Public support and private sector confidence underlie the successful economic reforms Egypt has been implementing since 2014
While the legislative and institutional reform program of President Al-Sisi’s administration has been central to this turnaround, critical to the success of the government’s agenda has been the support of the private sector, which has remained confident and supportive of government reforms.
Key Egyptian companies such as Qalaa Holdings, Elsewedy Electric, SODIC and Egyptian Steel have all been strong advocates of the reforms. As Ahmed Abou Hashima, Chairman of Egyptian Steel, explains, “There’s a lot of trust in the president and his plan for the country’s future. Launching national mega projects such as the new Suez Canal reassured local investors.”
The new investment law in particular is proving popular among businesses of all sizes. “If we make the laws clear and simple, we will attract investors,” Mohamed Zaki El Sewedy, Chairman of Elsewedy Electrical Solutions and head of the Federation of Egyptian Industries, says. “The real success will be when you attract the small and medium enterprises. That is what the government is doing: simplifying the laws and processes.”
Elsewedy Electric’s President and CEO, Ahmed El Sewedy, adds that the upcoming Egypt Economic Development Conference is “just the beginning of Egypt telling everyone that if you want to make money, go to Egypt; if you want to invest, go to Egypt; if you want to expand, go to Egypt. The president is moving very quickly to put things on the right track.”
Confidence stemming from Egypt’s new era of political stability, economic reforms and the economic turnaround has spread overseas, as well. Two of Egypt’s largest foreign investors – BP and Coca-Cola – have announced plans to significantly increase investment in Egypt. Over the next three years, Coca-Cola will invest an additional $500 million in Egypt, while BP plans to spend a further $12 billion, over the coming five years.

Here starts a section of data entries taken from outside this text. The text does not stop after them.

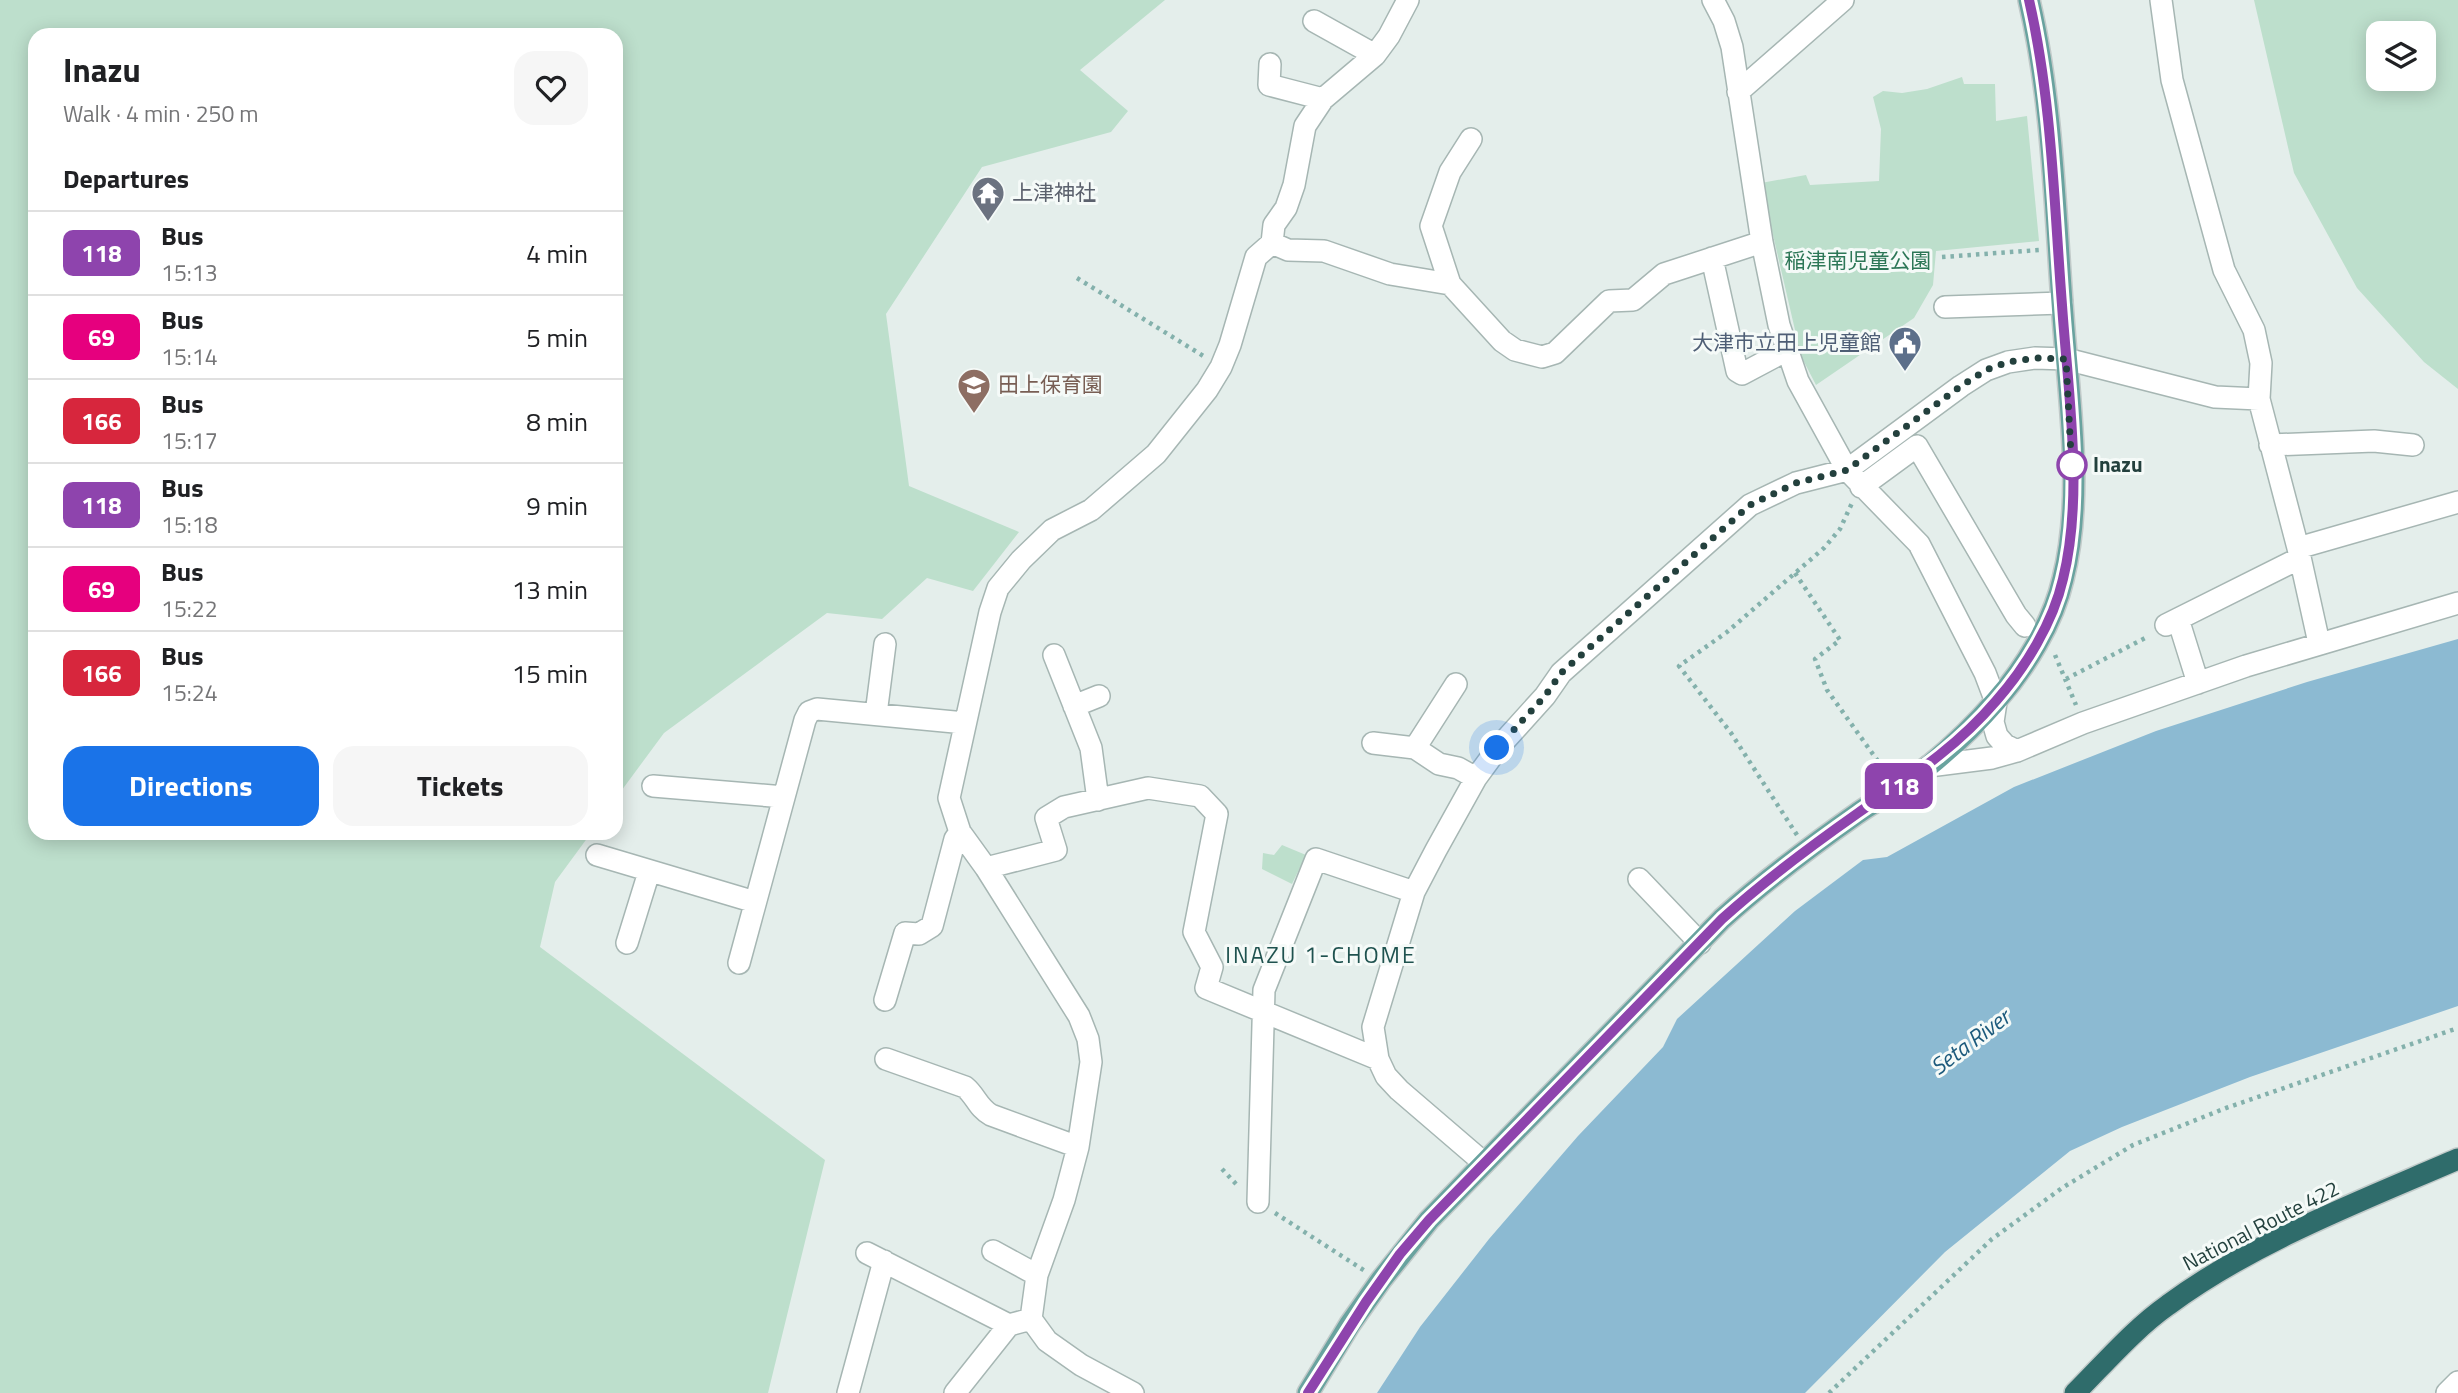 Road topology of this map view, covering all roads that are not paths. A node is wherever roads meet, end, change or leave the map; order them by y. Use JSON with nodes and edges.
{"nodes":[{"id":1,"x":1408,"y":0,"type":"edge"},
{"id":2,"x":1713,"y":0,"type":"edge"},
{"id":3,"x":1843,"y":0,"type":"edge"},
{"id":4,"x":2029,"y":0,"type":"edge"},
{"id":5,"x":2161,"y":0,"type":"edge"},
{"id":6,"x":1314,"y":21,"type":"dead end"},
{"id":7,"x":1375,"y":55,"type":"junction"},
{"id":8,"x":1270,"y":64,"type":"dead end"},
{"id":9,"x":1738,"y":92,"type":"junction"},
{"id":10,"x":1323,"y":99,"type":"junction"},
{"id":11,"x":1471,"y":139,"type":"dead end"},
{"id":12,"x":1272,"y":243,"type":"junction"},
{"id":13,"x":1762,"y":243,"type":"junction"},
{"id":14,"x":1713,"y":258,"type":"junction"},
{"id":15,"x":1450,"y":284,"type":"junction"},
{"id":16,"x":2062,"y":303,"type":"junction"},
{"id":17,"x":1945,"y":307,"type":"dead end"},
{"id":18,"x":1788,"y":355,"type":"junction"},
{"id":19,"x":2066,"y":359,"type":"junction"},
{"id":20,"x":1734,"y":392,"type":"dead end"},
{"id":21,"x":2259,"y":399,"type":"junction"},
{"id":22,"x":2270,"y":445,"type":"junction"},
{"id":23,"x":2413,"y":445,"type":"dead end"},
{"id":24,"x":1847,"y":470,"type":"junction"},
{"id":25,"x":1861,"y":487,"type":"junction"},
{"id":26,"x":2458,"y":502,"type":"edge"},
{"id":27,"x":2299,"y":553,"type":"junction"},
{"id":28,"x":2458,"y":603,"type":"edge"},
{"id":29,"x":2033,"y":630,"type":"junction"},
{"id":30,"x":885,"y":643,"type":"dead end"},
{"id":31,"x":2319,"y":643,"type":"junction"},
{"id":32,"x":1054,"y":655,"type":"dead end"},
{"id":33,"x":2198,"y":683,"type":"junction"},
{"id":34,"x":1456,"y":684,"type":"dead end"},
{"id":35,"x":1099,"y":696,"type":"dead end"},
{"id":36,"x":1996,"y":702,"type":"junction"},
{"id":37,"x":1074,"y":706,"type":"junction"},
{"id":38,"x":876,"y":715,"type":"junction"},
{"id":39,"x":965,"y":723,"type":"junction"},
{"id":40,"x":1373,"y":743,"type":"dead end"},
{"id":41,"x":1415,"y":748,"type":"junction"},
{"id":42,"x":2017,"y":751,"type":"junction"},
{"id":43,"x":1929,"y":766,"type":"junction"},
{"id":44,"x":1476,"y":778,"type":"junction"},
{"id":45,"x":653,"y":786,"type":"dead end"},
{"id":46,"x":784,"y":797,"type":"junction"},
{"id":47,"x":1098,"y":800,"type":"junction"},
{"id":48,"x":960,"y":832,"type":"junction"},
{"id":49,"x":597,"y":855,"type":"dead end"},
{"id":50,"x":986,"y":868,"type":"junction"},
{"id":51,"x":649,"y":872,"type":"junction"},
{"id":52,"x":1639,"y":879,"type":"dead end"},
{"id":53,"x":1414,"y":892,"type":"junction"},
{"id":54,"x":755,"y":902,"type":"junction"},
{"id":55,"x":627,"y":943,"type":"dead end"},
{"id":56,"x":1700,"y":943,"type":"junction"},
{"id":57,"x":739,"y":963,"type":"dead end"},
{"id":58,"x":885,"y":1000,"type":"dead end"},
{"id":59,"x":1264,"y":1012,"type":"junction"},
{"id":60,"x":886,"y":1059,"type":"dead end"},
{"id":61,"x":1378,"y":1059,"type":"junction"},
{"id":62,"x":1078,"y":1147,"type":"junction"},
{"id":63,"x":2458,"y":1159,"type":"edge"},
{"id":64,"x":1484,"y":1163,"type":"junction"},
{"id":65,"x":1258,"y":1202,"type":"road end"},
{"id":66,"x":993,"y":1251,"type":"dead end"},
{"id":67,"x":1037,"y":1275,"type":"junction"},
{"id":68,"x":1031,"y":1319,"type":"junction"},
{"id":69,"x":1009,"y":1325,"type":"junction"},
{"id":70,"x":2458,"y":1382,"type":"edge"},
{"id":71,"x":848,"y":1393,"type":"edge"},
{"id":72,"x":956,"y":1393,"type":"edge"},
{"id":73,"x":1133,"y":1393,"type":"edge"},
{"id":74,"x":1308,"y":1393,"type":"edge"},
{"id":75,"x":2075,"y":1393,"type":"edge"},
{"id":76,"x":2447,"y":1393,"type":"edge"}],
"edges":[{"from":1,"to":7,"type":"street"},
{"from":2,"to":9,"type":"street"},
{"from":3,"to":9,"type":"street"},
{"from":4,"to":16,"type":"main road"},
{"from":5,"to":21,"type":"street"},
{"from":6,"to":7,"type":"street"},
{"from":7,"to":10,"type":"street"},
{"from":8,"to":10,"type":"street"},
{"from":9,"to":13,"type":"street"},
{"from":10,"to":12,"type":"street"},
{"from":11,"to":15,"type":"street"},
{"from":12,"to":15,"type":"street"},
{"from":12,"to":39,"type":"street"},
{"from":13,"to":14,"type":"street"},
{"from":13,"to":18,"type":"street"},
{"from":14,"to":15,"type":"street"},
{"from":14,"to":18,"type":"street"},
{"from":16,"to":17,"type":"street"},
{"from":16,"to":19,"type":"main road"},
{"from":18,"to":20,"type":"street"},
{"from":18,"to":24,"type":"street"},
{"from":19,"to":21,"type":"street"},
{"from":19,"to":24,"type":"street"},
{"from":19,"to":29,"type":"main road"},
{"from":21,"to":22,"type":"street"},
{"from":22,"to":23,"type":"street"},
{"from":22,"to":27,"type":"street"},
{"from":24,"to":25,"type":"street"},
{"from":24,"to":44,"type":"street"},
{"from":25,"to":29,"type":"street"},
{"from":25,"to":36,"type":"street"},
{"from":26,"to":27,"type":"street"},
{"from":27,"to":31,"type":"street"},
{"from":27,"to":33,"type":"street"},
{"from":28,"to":31,"type":"street"},
{"from":29,"to":36,"type":"main road"},
{"from":30,"to":38,"type":"street"},
{"from":31,"to":33,"type":"street"},
{"from":32,"to":37,"type":"street"},
{"from":33,"to":42,"type":"street"},
{"from":34,"to":41,"type":"street"},
{"from":35,"to":37,"type":"street"},
{"from":36,"to":42,"type":"street"},
{"from":36,"to":43,"type":"main road"},
{"from":37,"to":47,"type":"street"},
{"from":38,"to":39,"type":"street"},
{"from":38,"to":46,"type":"street"},
{"from":39,"to":48,"type":"street"},
{"from":40,"to":41,"type":"street"},
{"from":41,"to":44,"type":"street"},
{"from":42,"to":43,"type":"street"},
{"from":43,"to":56,"type":"main road"},
{"from":44,"to":53,"type":"street"},
{"from":45,"to":46,"type":"street"},
{"from":46,"to":54,"type":"street"},
{"from":47,"to":50,"type":"street"},
{"from":47,"to":59,"type":"street"},
{"from":48,"to":50,"type":"street"},
{"from":48,"to":58,"type":"street"},
{"from":49,"to":51,"type":"street"},
{"from":50,"to":62,"type":"street"},
{"from":51,"to":54,"type":"street"},
{"from":51,"to":55,"type":"street"},
{"from":52,"to":56,"type":"street"},
{"from":53,"to":59,"type":"street"},
{"from":53,"to":61,"type":"street"},
{"from":54,"to":57,"type":"street"},
{"from":56,"to":64,"type":"main road"},
{"from":59,"to":61,"type":"street"},
{"from":59,"to":65,"type":"street"},
{"from":60,"to":62,"type":"street"},
{"from":61,"to":64,"type":"street"},
{"from":62,"to":67,"type":"street"},
{"from":63,"to":75,"type":"highway","name":"National Route 422"},
{"from":64,"to":74,"type":"main road"},
{"from":66,"to":67,"type":"street"},
{"from":67,"to":68,"type":"street"},
{"from":68,"to":69,"type":"street"},
{"from":68,"to":73,"type":"street"},
{"from":69,"to":71,"type":"street"},
{"from":69,"to":72,"type":"street"},
{"from":70,"to":76,"type":"street"}]}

In other recent announcements, Kellogg’s, Nestlé and Vodafone have all confirmed significant investments into the Egyptian market or Egyptian businesses.
“I went to China twice and Abu Dhabi in December, and we have had many international businessmen from the U.K., the U.S., Saudi Arabia and Japan meeting with the President in Egypt,” says Dr. Naglaa El Ehwany, the Minister of International Cooperation.
“Meeting with all of these business missions, we feel there is a great appetite for profitable and rewarding investment in Egypt. First of all, they are receiving encouragement from the president himself, and they have confidence in him as a person. They can also see changes in the laws that are favorable to investment and a lot of untapped opportunities.
And as the strength of Egypt’s capital markets show, investor confidence in Egypt continues to grow in momentum. The Egyptian Exchange (EGX) recently reached 10,045 points – its highest level in the past six years, while trading volumes also doubled last year reaching 57 billion securities. EGX was also named the best performing market in 2014 by Morgan Stanley Capital International and the Financial Times also considered Egypt to be the best destination for stock market investors last year.
Like private sector confidence, the support of the Egyptian public has also proved crucial to the success of the Egyptian economic reforms. On September 1, 2014, the Egyptian government offered the public an opportunity to purchase investment certificates to fund the Suez Canal expansion project. An unparalleled success, the sale sold all certificates and raised over “$8.5 billion in eight working days from the Egyptian people,” Minister of Investment Ashraf Salman says.
“The political will and enthusiasm exists to implement the policies and direction outlined by the elected president and his government to revitalize the Egyptian economy after three years of no change,” adds Ambassador Yasser Elnaggar, Principal Deputy Minister of Investment. “This sentiment is reflected by the public’s support.”
This support has also been vital to the success of the difficult but important reform of energy subsidies last year.
Minister Salman explains: “When we removed the petroleum subsidies, the Egyptian people were unexpectedly supportive of the president and the government, acknowledging that they have to pay the price for the reform in order for a better future.”